• [EXERCISE REQUIREMENTS]:
Which lines hold the string "roads"? Copy each of them from the material below.

###

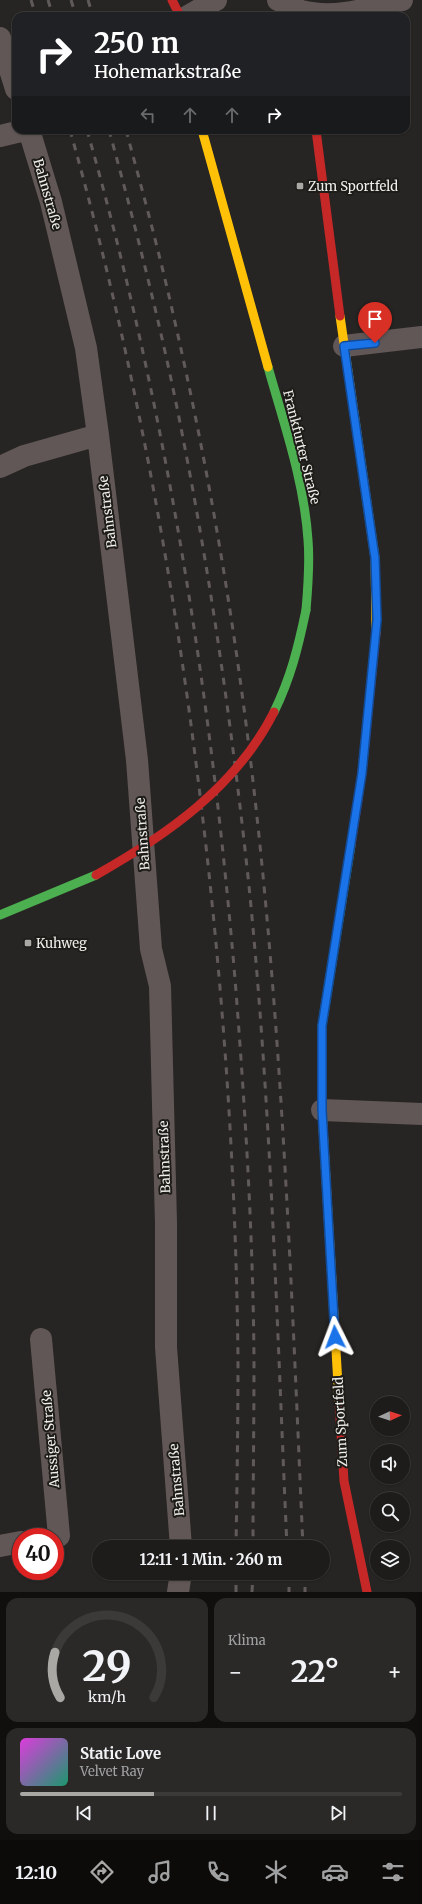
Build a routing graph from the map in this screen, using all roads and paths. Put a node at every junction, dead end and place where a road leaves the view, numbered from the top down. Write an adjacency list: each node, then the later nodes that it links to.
1 (172, 0): 5 (street)
2 (216, 0): 6 (street)
3 (278, 0): 7 (street)
4 (402, 0): 8 (street)
5 (178, 12)
6 (195, 12)
7 (299, 12)
8 (348, 12)
9 (0, 38): 10 (street)
10 (12, 76)
11 (12, 133): 15 (street)
12 (30, 134): 18 (street, Bahnstraße)
13 (203, 134): 20 (street, Frankfurter Straße, bridge)
14 (317, 134): 17 (street, Zum Sportfeld)
15 (0, 136)
16 (422, 337): 17 (street)
17 (344, 346): 21 (street, Zum Sportfeld)
18 (98, 435): 19 (street); 25 (street, Bahnstraße)
19 (0, 467)
20 (0, 915)
21 (322, 1110): 22 (street); 30 (street, Zum Sportfeld)
22 (422, 1114)
23 (41, 1338): 24 (street, Aussiger Straße)
24 (58, 1528)
25 (180, 1540)
26 (12, 1544): 27 (street)
27 (0, 1546)
28 (179, 1580): 29 (street)
29 (178, 1592)
30 (367, 1592)

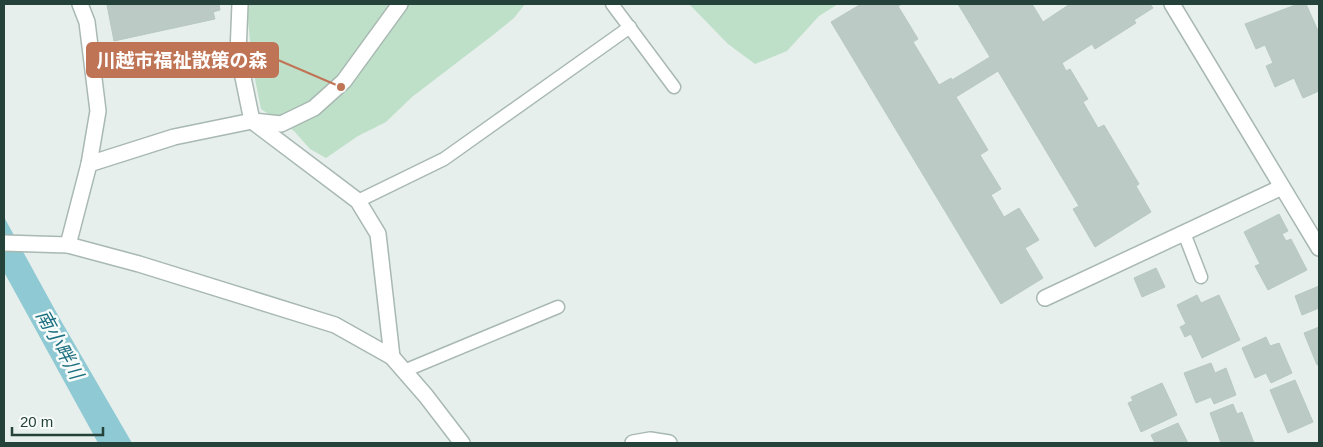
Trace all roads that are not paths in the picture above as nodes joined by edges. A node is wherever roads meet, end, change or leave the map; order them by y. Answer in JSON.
{"nodes":[{"id":1,"x":80,"y":4,"type":"edge"},
{"id":2,"x":240,"y":4,"type":"edge"},
{"id":3,"x":400,"y":4,"type":"edge"},
{"id":4,"x":612,"y":4,"type":"edge"},
{"id":5,"x":1172,"y":4,"type":"edge"},
{"id":6,"x":630,"y":27,"type":"junction"},
{"id":7,"x":674,"y":87,"type":"dead end"},
{"id":8,"x":252,"y":121,"type":"junction"},
{"id":9,"x":89,"y":164,"type":"junction"},
{"id":10,"x":1282,"y":187,"type":"junction"},
{"id":11,"x":358,"y":201,"type":"junction"},
{"id":12,"x":1184,"y":233,"type":"junction"},
{"id":13,"x":4,"y":243,"type":"edge"},
{"id":14,"x":66,"y":245,"type":"junction"},
{"id":15,"x":1319,"y":248,"type":"edge"},
{"id":16,"x":1200,"y":277,"type":"dead end"},
{"id":17,"x":1045,"y":298,"type":"dead end"},
{"id":18,"x":558,"y":307,"type":"dead end"},
{"id":19,"x":392,"y":357,"type":"junction"},
{"id":20,"x":404,"y":371,"type":"junction"},
{"id":21,"x":462,"y":443,"type":"edge"},
{"id":22,"x":633,"y":443,"type":"edge"},
{"id":23,"x":669,"y":443,"type":"edge"}],
"edges":[{"from":1,"to":9,"type":"street"},
{"from":2,"to":8,"type":"street"},
{"from":3,"to":8,"type":"street"},
{"from":4,"to":6,"type":"lane"},
{"from":5,"to":10,"type":"street"},
{"from":6,"to":7,"type":"lane"},
{"from":6,"to":11,"type":"lane"},
{"from":8,"to":9,"type":"street"},
{"from":8,"to":11,"type":"street"},
{"from":9,"to":14,"type":"street"},
{"from":10,"to":12,"type":"street"},
{"from":10,"to":15,"type":"street"},
{"from":11,"to":19,"type":"street"},
{"from":12,"to":16,"type":"lane"},
{"from":12,"to":17,"type":"street"},
{"from":13,"to":14,"type":"street"},
{"from":14,"to":19,"type":"street"},
{"from":18,"to":20,"type":"lane"},
{"from":19,"to":20,"type":"street"},
{"from":20,"to":21,"type":"street"},
{"from":22,"to":23,"type":"street"}]}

###

• [SOLUTION]:
Build a routing graph from the map in this screen, using all roads and paths. Put a node at every junction, dead end and place where a road leaves the view, numbered from the top down. Write an adjacency list: each node, then the later nodes that it links to.
Trace all roads that are not paths in the picture above as nodes joined by edges. A node is wherever roads meet, end, change or leave the map; order them by y. Answer in JSON.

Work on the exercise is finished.